The "glass boys" will be out schnappa catching in earnest.... 8)


----------



## benjiaka (May 30, 2013)

haha  Gus is our founder for sure! I think your the man at arms Stealth .. crack.. all wine and cheese here mate  and a webber full of schnappps!

Stealth, I ended up getting orange tip and rear with a white hull. Same colour as the one in the for sale section here! We will all be out very soon for sure, gonna head over to catch Leoboys this week to have a chin wag


----------



## Stealthfisha (Jul 21, 2009)

Sob!
The family of glass is finally growing....for years ive toiled and sweated on the day more would arrive.....islandboy chipped in but alas he is off yonder and catches great fish!....then minny,,,, well,,,, the rest is history. 8)

I reckon the only reason minny has not super pimped his glass i he has been bowhunting with me.....but hes not giving up for the winter as I have...but im gunna pull the evo out of storage and give it a few more goes before I hibernate for the crappy winter we have here.


----------



## Salty Dog (Sep 18, 2005)

salticrak said:


> You croweaters gonna get a pull again? or is it just a social,scenic paddling club down there with cheese and wine afterwards?

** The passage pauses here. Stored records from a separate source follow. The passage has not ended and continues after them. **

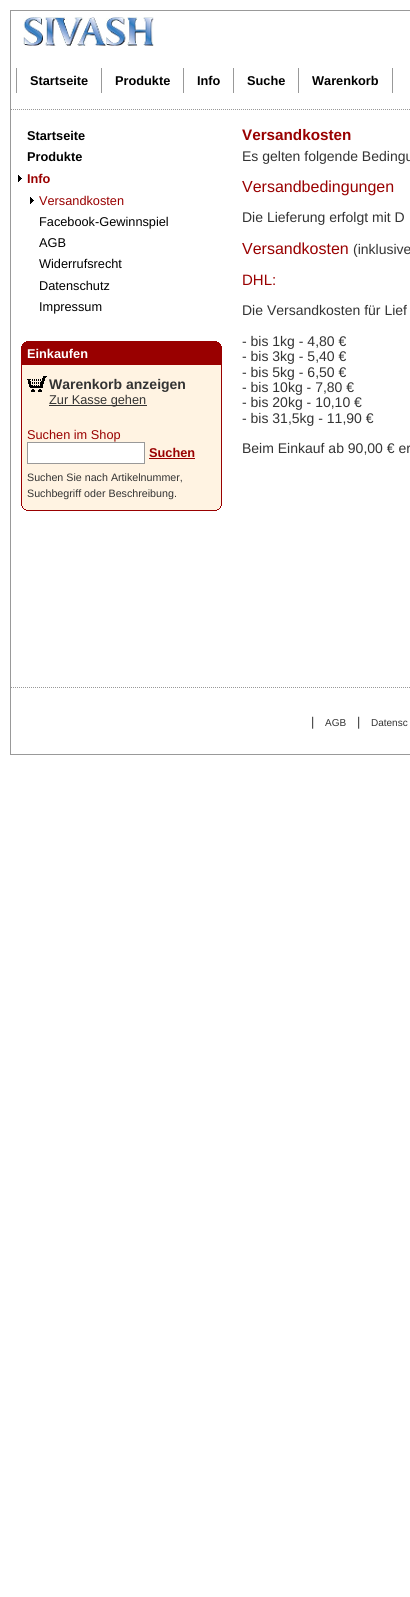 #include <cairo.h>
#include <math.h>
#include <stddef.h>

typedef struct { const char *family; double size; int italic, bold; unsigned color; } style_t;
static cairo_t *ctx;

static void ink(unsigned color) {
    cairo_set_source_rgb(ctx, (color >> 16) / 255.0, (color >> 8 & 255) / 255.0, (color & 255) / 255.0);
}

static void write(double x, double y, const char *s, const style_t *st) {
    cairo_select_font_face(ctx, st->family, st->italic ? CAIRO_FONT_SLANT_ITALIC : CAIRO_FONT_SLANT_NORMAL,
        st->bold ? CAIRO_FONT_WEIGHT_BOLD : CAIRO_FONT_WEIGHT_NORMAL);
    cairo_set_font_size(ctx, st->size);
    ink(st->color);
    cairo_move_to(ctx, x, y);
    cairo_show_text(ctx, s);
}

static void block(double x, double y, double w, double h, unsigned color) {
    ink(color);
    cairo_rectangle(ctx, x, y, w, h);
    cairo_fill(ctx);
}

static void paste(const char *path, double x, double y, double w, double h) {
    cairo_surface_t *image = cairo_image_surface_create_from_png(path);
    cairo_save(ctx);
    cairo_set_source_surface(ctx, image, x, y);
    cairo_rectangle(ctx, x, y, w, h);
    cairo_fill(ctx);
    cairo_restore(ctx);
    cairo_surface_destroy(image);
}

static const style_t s1 = {"Liberation Sans", 12.75, 0, 1, 0x000000};
static const style_t s2 = {"Liberation Sans", 12.75, 0, 1, 0x990000};
static const style_t s3 = {"Liberation Sans", 12.75, 0, 0, 0x990000};
static const style_t s4 = {"Liberation Sans", 12.75, 0, 0, 0x000000};
static const style_t s5 = {"Liberation Sans", 12.75, 0, 1, 0xffffff};
static const style_t s6 = {"Liberation Sans", 14, 0, 1, 0x333333};
static const style_t s7 = {"Liberation Sans", 12.75, 0, 0, 0x333333};
static const style_t s8 = {"Liberation Sans", 10.7, 0, 0, 0x333333};
static const style_t s9 = {"Liberation Sans", 15.25, 0, 1, 0x990000};
static const style_t s10 = {"Liberation Sans", 14, 0, 0, 0x333333};
static const style_t s11 = {"Liberation Sans", 16, 0, 0, 0x990000};
static const style_t s12 = {"Liberation Sans", 15, 0, 0, 0x990000};
static const style_t s13 = {"Liberation Sans", 10, 0, 0, 0x333333};

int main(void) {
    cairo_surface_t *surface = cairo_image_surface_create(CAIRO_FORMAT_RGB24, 410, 1597);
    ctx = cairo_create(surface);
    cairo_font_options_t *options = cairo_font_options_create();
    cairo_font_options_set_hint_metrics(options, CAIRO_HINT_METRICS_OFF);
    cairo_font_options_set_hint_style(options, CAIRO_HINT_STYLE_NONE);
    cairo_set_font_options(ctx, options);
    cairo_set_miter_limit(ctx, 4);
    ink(0xffffff);
    cairo_paint(ctx);
    cairo_rectangle(ctx, 10.5, 10.5, 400, 744);
    ink(0x999999);
    cairo_set_line_width(ctx, 1);
    cairo_stroke(ctx);
    cairo_new_path(ctx);
    cairo_move_to(ctx, 11, 109.5);
    cairo_line_to(ctx, 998, 109.5);
    cairo_set_dash(ctx, (double[]){1, 1}, 2, 0);
    cairo_stroke(ctx);
    paste("pic1.png", 23, 17, 131, 29);
    block(101, 68, 1, 25, 0x999999);
    block(16, 68, 1, 25, 0x999999);
    write(30, 85, "Startseite", &s1);
    block(183, 68, 1, 25, 0x999999);
    write(115, 85, "Produkte", &s1);
    block(233, 68, 1, 25, 0x999999);
    write(197, 85, "Info", &s1);
    block(298, 68, 1, 25, 0x999999);
    write(247, 85, "Suche", &s1);
    block(392, 68, 1, 25, 0x999999);
    write(312, 85, "Warenkorb", &s1);
    write(27, 140, "Startseite", &s1);
    write(27, 161, "Produkte", &s1);
    paste("pic2.png", 18, 175, 4, 7);
    write(27, 183, "Info", &s2);
    paste("pic2.png", 30, 197, 4, 7);
    write(39, 205, "Versandkosten", &s3);
    write(39, 226, "Facebook-Gewinnspiel", &s4);
    write(39, 247, "AGB", &s4);
    write(39, 268, "Widerrufsrecht", &s4);
    write(39, 290, "Datenschutz", &s4);
    write(39, 311, "Impressum", &s4);
    block(26, 341, 191, 1, 0x990000);
    block(24, 342, 195, 1, 0x990000);
    block(23, 343, 197, 1, 0x990000);
    block(22, 344, 199, 2, 0x990000);
    block(21, 346, 201, 19, 0x990000);
    write(27, 358, "Einkaufen", &s5);
    block(22, 365, 199, 143, 0xfff3e2);
    block(221, 364, 1, 142, 0x990000);
    block(21, 364, 1, 142, 0x990000);
    paste("pic3.png", 27, 376, 20, 16);
    write(49, 389, "Warenkorb anzeigen", &s6);
    block(49, 405, 98, 1, 0x333333);
    write(49, 404, "Zur Kasse gehen", &s7);
    write(27, 439, "Suchen im Shop", &s3);
    ink(0xffffff);
    cairo_rectangle(ctx, 27.5, 442.5, 117, 21);
    cairo_fill_preserve(ctx);
    ink(0x999999);
    cairo_set_dash(ctx, NULL, 0, 0);
    cairo_stroke(ctx);
    write(149, 457, "Suchen", &s2);
    block(149, 458, 46, 1, 0x990000);
    write(27, 481, "Suchen Sie nach Artikelnummer,", &s8);
    write(27, 497, "Suchbegriff oder Beschreibung.", &s8);
    block(220, 506, 1, 2, 0x990000);
    block(22, 506, 1, 2, 0x990000);
    block(23, 508, 197, 1, 0xfff3e2);
    block(219, 508, 1, 1, 0x990000);
    block(23, 508, 1, 1, 0x990000);
    block(24, 509, 195, 1, 0xfff3e2);
    block(217, 509, 2, 1, 0x990000);
    block(24, 509, 2, 1, 0x990000);
    block(26, 510, 191, 1, 0x990000);
    write(242, 140, "Versandkosten", &s9);
    write(242, 161, "Es gelten folgende Bedingu", &s10);
    write(242, 192, "Versandbedingungen", &s11);
    write(242, 222, "Die Lieferung erfolgt mit D", &s10);
    write(242, 254, "Versandkosten", &s11);
    write(353, 254, "(inklusive", &s10);
    write(242, 285, "DHL:", &s12);
    write(242, 315, "Die Versandkosten für Lief", &s10);
    write(242, 346, "- bis 1kg - 4,80 €", &s10);
    write(242, 361, "- bis 3kg - 5,40 €", &s10);
    write(242, 377, "- bis 5kg - 6,50 €", &s10);
    write(242, 392, "- bis 10kg - 7,80 €", &s10);
    write(242, 407, "- bis 20kg - 10,10 €", &s10);
    write(242, 423, "- bis 31,5kg - 11,90 €", &s10);
    write(242, 453, "Beim Einkauf ab 90,00 € er", &s10);
    cairo_new_path(ctx);
    cairo_move_to(ctx, 11, 687.5);
    cairo_line_to(ctx, 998, 687.5);
    ink(0x999999);
    cairo_set_dash(ctx, (double[]){1, 1}, 2, 0);
    cairo_stroke(ctx);
    write(311, 726, "|", &s7);
    write(325, 726, "AGB", &s13);
    write(357, 726, "|", &s7);
    write(371, 726, "Datensc", &s13);
    cairo_surface_write_to_png(surface, "screenshot.png");
    cairo_font_options_destroy(options);
    cairo_destroy(ctx);
    cairo_surface_destroy(surface);
    return 0;
}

You guys get a pull after a paddle? Different scene up there I guess! ;-)


----------



## benjiaka (May 30, 2013)

Not all of us swing that way salty


----------



## Minny (Dec 2, 2013)

Stealth combined the two 
bowfishing out of the yak.


----------



## Stealthfisha (Jul 21, 2009)

If your interested I can take you to a spot ive bowfished with a mate....awesome fun indeed....carp are like scrub bulls when hit...go mad they do!


----------



## benjiaka (May 30, 2013)

Haha stealth I'd be keen to see you line one up mate!


----------



## Stealthfisha (Jul 21, 2009)

Im flat out travelling and camping for the next few weeks till anzac day....after that ill pop down to see if the buggers are still there....
hey ben where is your glass?


----------



## benjiaka (May 30, 2013)

My glass is being driven from brisbane to adelaide as we speak


----------



## Stealthfisha (Jul 21, 2009)

Hmmmmm ive heard of this situation more than once from a stealth supplier promising delivery several days before it actually arrives but then using excuses for the failed promises.....honesty is the best approach when dealing with south oz customers....from historical POV...your yak should arrive today or tomorrow if it was promised last monday tuesday....ill admit the east coast boys get prompt service however as its a captured market and more demand.....common fault is to look afterthe immediate market and be laxydaisy on the growing ones that are slow to pick up....places a badtaste in your mouth when sitting around with fellow yakers talking about it....but the product is still good for wha its designed for....if there was a model of 495 with a lower nose (how often are we gunna place in a 40lbs fish) for australia it would be awesome....thatnose just gets turnedaround in high winds if ya not careful


----------



## Spankster (Mar 10, 2014)

I'm with Salti on this one too... I'm in Townsville... bought my 465 from DennisT at AKS, the courier company failed to deliver on the Friday afternoon as their ONLINE CONSIGNMENT CHECK had it for delivery at that date. When I phoned the Townsville depot, they contacted the Brisane depot and was told... in her exact words... "They'd forgotten to load it on the truck". After I expressed my disappointment with their service (read that as cracked the $hit$ big time) they had it loaded and I had it the following Monday afternoon. So yeah... it's not necessarily the distrubutors fault, to be honest Dennis and Tom's service has been far above what I call standard. Kudo's to both of them for what they've done for the offshore kayak fishing scene here in Aus ;-) 
And at the end of the day... if a package arrives a couple days later than expected... it's not the end of the world ;-)


----------



## Stealthfisha (Jul 21, 2009)

agreed 
this is not to discredit suppliers...It was a small bitch


----------



## DennisT (Jan 2, 2012)

Stealthfisha said:


> Hmmmmm ive heard of this situation more than once from a stealth supplier promising delivery several days before it actually arrives but then using excuses for the failed promises.....honesty is the best approach when dealing with south oz customers....from historical POV...your yak should arrive today or tomorrow if it was promised last monday tuesday....ill admit the east coast boys get prompt service however as its a captured market and more demand.....common fault is to look afterthe immediate market and be laxydaisy on the growing ones that are slow to pick up....places a badtaste in your mouth when sitting around with fellow yakers talking about it....but the product is still good for wha its designed for....if there was a model of 495 with a lower nose (how often are we gunna place in a 40lbs fish) for australia it would be awesome....thatnose just gets turnedaround in high winds if ya not careful


Adrian,

I must admitt I am surprised to see this comment, nevertheless happy to clear a few things up.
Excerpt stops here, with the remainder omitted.